The United States would be able to produce 5 percent of the nation's energy from wind by the year 2020 under a new Energy Department plan, an agency official said Saturday. “We're going to try to double US wind energy capacity by 2005 and then double it again by 2010,'' said an Energy Department official, who spoke on condition of anonymity. “By 2020 it would be 5 percent.'' The level at 2010 would be 10,000 megawatts on-line, enough electricity to fulfill the annual needs of 3 million households, the official said.

Energy Secretary Bill Richardson will unveil the so-called Wind Powering America initiative Monday at the annual meeting of the American Wind Energy Association in Burlington, Vt. He also plans to announce $1.2 million in grants for wind turbine-testing projects in 10 states, but the states' identities weren't released. “We think that wind technology has the most potential of any renewable energy technology right now,'' Richardson told The New York Times in a story for Sunday editions. Other leading renewable contenders are electricity from the sun or from sources like crop wastes. The Times reported that the federal government would try to reach 5 percent of its energy from wind by 2010, a decade ahead of the nation at large.

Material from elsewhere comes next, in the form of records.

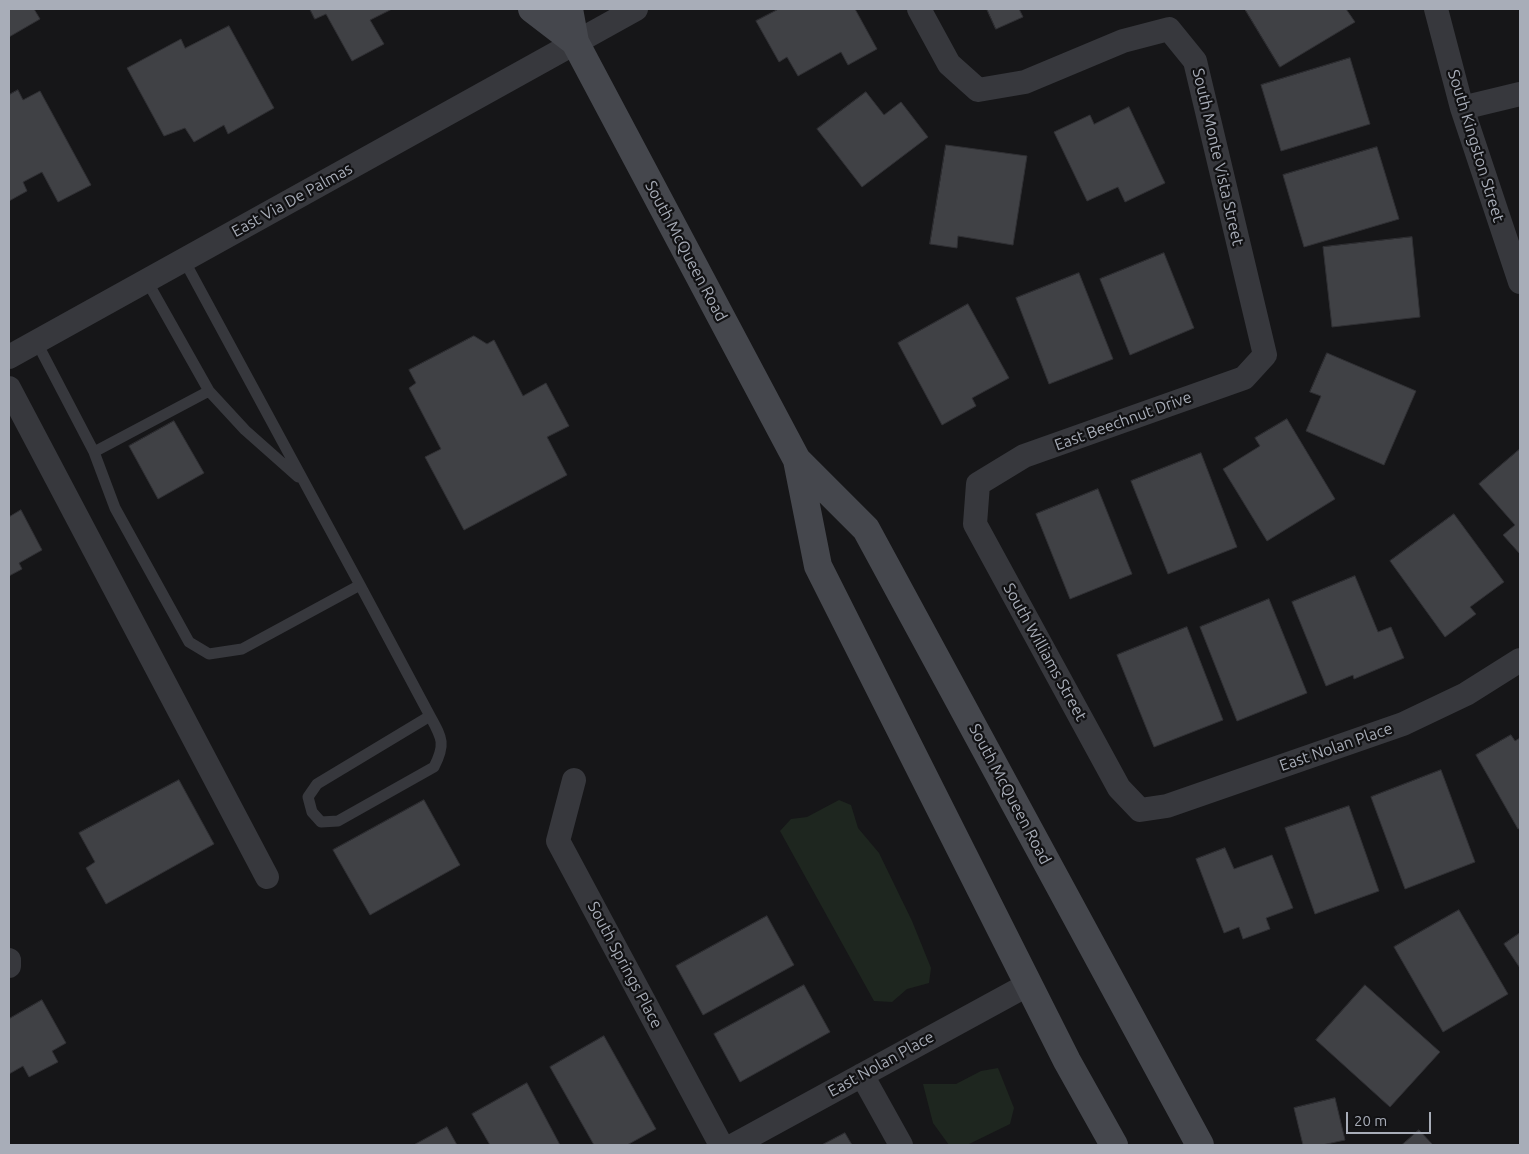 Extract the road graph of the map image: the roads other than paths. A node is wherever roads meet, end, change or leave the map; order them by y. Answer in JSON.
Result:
{"nodes":[{"id":1,"x":532,"y":9,"type":"edge"},
{"id":2,"x":569,"y":9,"type":"edge"},
{"id":3,"x":636,"y":9,"type":"edge"},
{"id":4,"x":919,"y":9,"type":"edge"},
{"id":5,"x":1436,"y":9,"type":"edge"},
{"id":6,"x":575,"y":42,"type":"junction"},
{"id":7,"x":1520,"y":94,"type":"edge"},
{"id":8,"x":1462,"y":108,"type":"junction"},
{"id":9,"x":184,"y":260,"type":"junction"},
{"id":10,"x":148,"y":281,"type":"junction"},
{"id":11,"x":1520,"y":282,"type":"edge"},
{"id":12,"x":36,"y":341,"type":"junction"},
{"id":13,"x":1265,"y":354,"type":"joint"},
{"id":14,"x":9,"y":357,"type":"edge"},
{"id":15,"x":9,"y":388,"type":"edge"},
{"id":16,"x":210,"y":391,"type":"junction"},
{"id":17,"x":94,"y":452,"type":"junction"},
{"id":18,"x":796,"y":460,"type":"junction"},
{"id":19,"x":305,"y":483,"type":"junction"},
{"id":20,"x":978,"y":484,"type":"joint"},
{"id":21,"x":360,"y":585,"type":"junction"},
{"id":22,"x":1520,"y":660,"type":"edge"},
{"id":23,"x":430,"y":716,"type":"junction"},
{"id":24,"x":574,"y":780,"type":"dead end"},
{"id":25,"x":1140,"y":810,"type":"joint"},
{"id":26,"x":267,"y":877,"type":"dead end"},
{"id":27,"x":1028,"y":984,"type":"junction"},
{"id":28,"x":862,"y":1075,"type":"junction"},
{"id":29,"x":721,"y":1145,"type":"edge"},
{"id":30,"x":734,"y":1145,"type":"edge"},
{"id":31,"x":901,"y":1145,"type":"edge"},
{"id":32,"x":1114,"y":1145,"type":"edge"},
{"id":33,"x":1200,"y":1145,"type":"edge"}],
"edges":[{"from":1,"to":6,"type":"main road","name":"South McQueen Road"},
{"from":2,"to":6,"type":"main road","name":"South McQueen Road"},
{"from":3,"to":6,"type":"street","name":"East Via De Palmas"},
{"from":4,"to":13,"type":"street","name":"South Monte Vista Street"},
{"from":5,"to":8,"type":"street","name":"South Kingston Street"},
{"from":6,"to":9,"type":"street","name":"East Via De Palmas"},
{"from":6,"to":18,"type":"main road","name":"South McQueen Road"},
{"from":7,"to":8,"type":"street"},
{"from":8,"to":11,"type":"street","name":"South Kingston Street"},
{"from":9,"to":10,"type":"street","name":"East Via De Palmas"},
{"from":9,"to":19,"type":"lane"},
{"from":10,"to":12,"type":"street","name":"East Via De Palmas"},
{"from":10,"to":16,"type":"lane"},
{"from":12,"to":14,"type":"street","name":"East Via De Palmas"},
{"from":12,"to":17,"type":"lane"},
{"from":13,"to":20,"type":"street","name":"East Beechnut Drive"},
{"from":15,"to":26,"type":"street"},
{"from":16,"to":17,"type":"lane"},
{"from":16,"to":19,"type":"lane"},
{"from":17,"to":21,"type":"lane"},
{"from":18,"to":27,"type":"main road","name":"South McQueen Road"},
{"from":18,"to":33,"type":"main road","name":"South McQueen Road"},
{"from":19,"to":21,"type":"lane"},
{"from":20,"to":25,"type":"street","name":"South Williams Street"},
{"from":21,"to":23,"type":"lane"},
{"from":22,"to":25,"type":"street","name":"East Nolan Place"},
{"from":23,"to":23,"type":"lane"},
{"from":24,"to":29,"type":"street","name":"South Springs Place"},
{"from":27,"to":28,"type":"street","name":"East Nolan Place"},
{"from":27,"to":32,"type":"main road","name":"South McQueen Road"},
{"from":28,"to":30,"type":"street","name":"East Nolan Place"},
{"from":28,"to":31,"type":"street"}]} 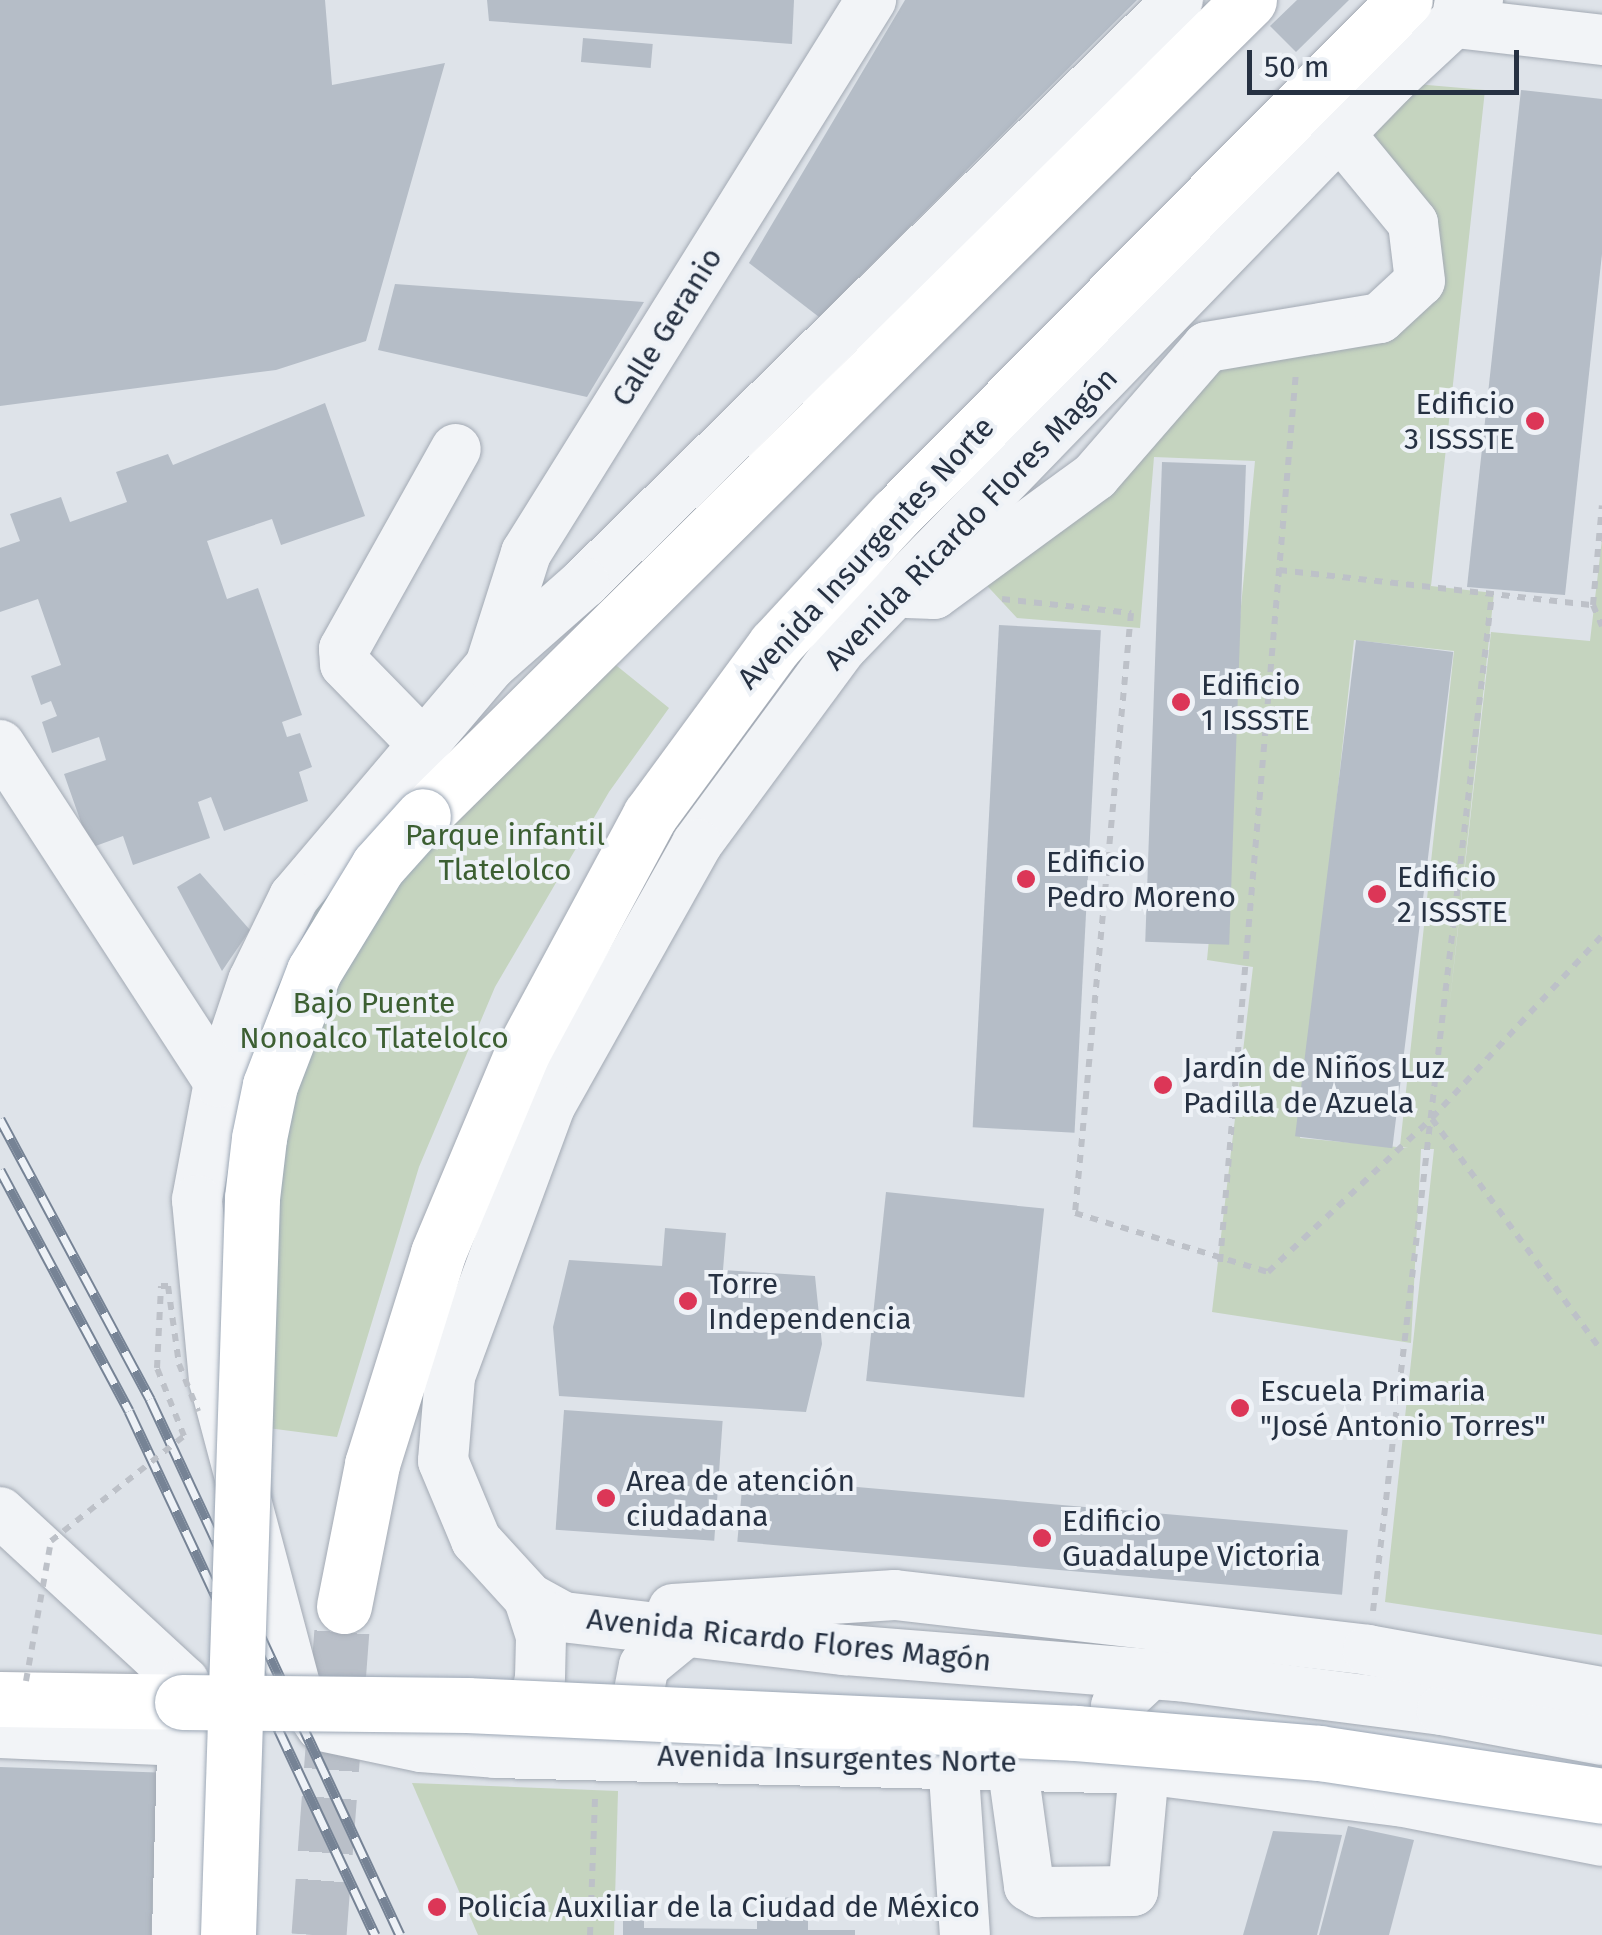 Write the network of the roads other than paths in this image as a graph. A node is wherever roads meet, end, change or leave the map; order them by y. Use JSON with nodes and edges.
{"nodes":[{"id":1,"x":871,"y":0,"type":"edge"},
{"id":2,"x":1178,"y":0,"type":"edge"},
{"id":3,"x":1248,"y":0,"type":"edge"},
{"id":4,"x":1406,"y":0,"type":"edge"},
{"id":5,"x":1465,"y":8,"type":"edge"},
{"id":6,"x":1602,"y":40,"type":"edge"},
{"id":7,"x":1340,"y":134,"type":"junction"},
{"id":8,"x":1133,"y":272,"type":"junction"},
{"id":9,"x":1130,"y":353,"type":"junction"},
{"id":10,"x":456,"y":448,"type":"dead end"},
{"id":11,"x":915,"y":593,"type":"junction"},
{"id":12,"x":490,"y":666,"type":"junction"},
{"id":13,"x":422,"y":744,"type":"junction"},
{"id":14,"x":0,"y":745,"type":"edge"},
{"id":15,"x":219,"y":1082,"type":"junction"},
{"id":16,"x":0,"y":1512,"type":"edge"},
{"id":17,"x":344,"y":1606,"type":"tunnel mouth"},
{"id":18,"x":546,"y":1608,"type":"junction"},
{"id":19,"x":684,"y":1634,"type":"junction"},
{"id":20,"x":1151,"y":1674,"type":"junction"},
{"id":21,"x":1447,"y":1687,"type":"junction"},
{"id":22,"x":13,"y":1690,"type":"edge"},
{"id":23,"x":1602,"y":1692,"type":"edge"},
{"id":24,"x":0,"y":1733,"type":"edge"},
{"id":25,"x":1602,"y":1740,"type":"edge"},
{"id":26,"x":183,"y":1741,"type":"junction"},
{"id":27,"x":495,"y":1753,"type":"junction"},
{"id":28,"x":678,"y":1755,"type":"junction"},
{"id":29,"x":953,"y":1760,"type":"junction"},
{"id":30,"x":1012,"y":1763,"type":"junction"},
{"id":31,"x":1144,"y":1769,"type":"junction"},
{"id":32,"x":1602,"y":1796,"type":"edge"},
{"id":33,"x":1602,"y":1841,"type":"edge"},
{"id":34,"x":177,"y":1935,"type":"edge"},
{"id":35,"x":228,"y":1935,"type":"edge"},
{"id":36,"x":964,"y":1935,"type":"edge"}],
"edges":[{"from":1,"to":12,"type":"street","name":"Calle Geranio"},
{"from":2,"to":12,"type":"street","name":"Avenida Insurgentes Norte"},
{"from":3,"to":35,"type":"main road","bridge":true},
{"from":4,"to":8,"type":"main road","name":"Avenida Insurgentes Norte"},
{"from":5,"to":6,"type":"street"},
{"from":5,"to":7,"type":"street"},
{"from":7,"to":9,"type":"street"},
{"from":7,"to":11,"type":"street"},
{"from":8,"to":9,"type":"street","name":"Avenida Ricardo Flores Magón"},
{"from":8,"to":17,"type":"main road","name":"Avenida Insurgentes Norte"},
{"from":9,"to":11,"type":"street","name":"Avenida Ricardo Flores Magón"},
{"from":10,"to":13,"type":"street"},
{"from":11,"to":18,"type":"street","name":"Avenida Ricardo Flores Magón"},
{"from":12,"to":13,"type":"street","name":"Avenida Insurgentes Norte"},
{"from":13,"to":15,"type":"street","name":"Avenida Insurgentes Norte"},
{"from":14,"to":15,"type":"street"},
{"from":15,"to":27,"type":"street","name":"Avenida Insurgentes Norte"},
{"from":16,"to":26,"type":"street"},
{"from":18,"to":19,"type":"street","name":"Avenida Ricardo Flores Magón"},
{"from":18,"to":21,"type":"street"},
{"from":18,"to":27,"type":"street"},
{"from":19,"to":20,"type":"street","name":"Avenida Ricardo Flores Magón"},
{"from":19,"to":28,"type":"street"},
{"from":20,"to":21,"type":"street","name":"Avenida Ricardo Flores Magón"},
{"from":20,"to":31,"type":"street"},
{"from":21,"to":23,"type":"street"},
{"from":21,"to":25,"type":"street","name":"Avenida Ricardo Flores Magón"},
{"from":22,"to":32,"type":"main road","bridge":true},
{"from":24,"to":26,"type":"street"},
{"from":26,"to":34,"type":"street"},
{"from":27,"to":28,"type":"street","name":"Avenida Insurgentes Norte"},
{"from":28,"to":29,"type":"street","name":"Avenida Insurgentes Norte"},
{"from":29,"to":30,"type":"street","name":"Avenida Insurgentes Norte"},
{"from":29,"to":36,"type":"street"},
{"from":30,"to":31,"type":"street","name":"Avenida Insurgentes Norte"},
{"from":30,"to":31,"type":"street"},
{"from":31,"to":33,"type":"street","name":"Avenida Insurgentes Norte"}]}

Energy officials said the department will invest money in research and development, encourage codes that are conducive to wind energy and encourage vocational schools to provide training in the necessary technology. The DOE official said the department will work to establish new sources of income for farmers, rural landowners and American Indians by involving them in wind power projects. The cost of wind power has decreased dramatically in the last two decades, according to DOE estimates. In 1980, capturing the wind as an energy source cost about 40 cents per kilowatt-hour, but now it costs about a nickel, the department official said.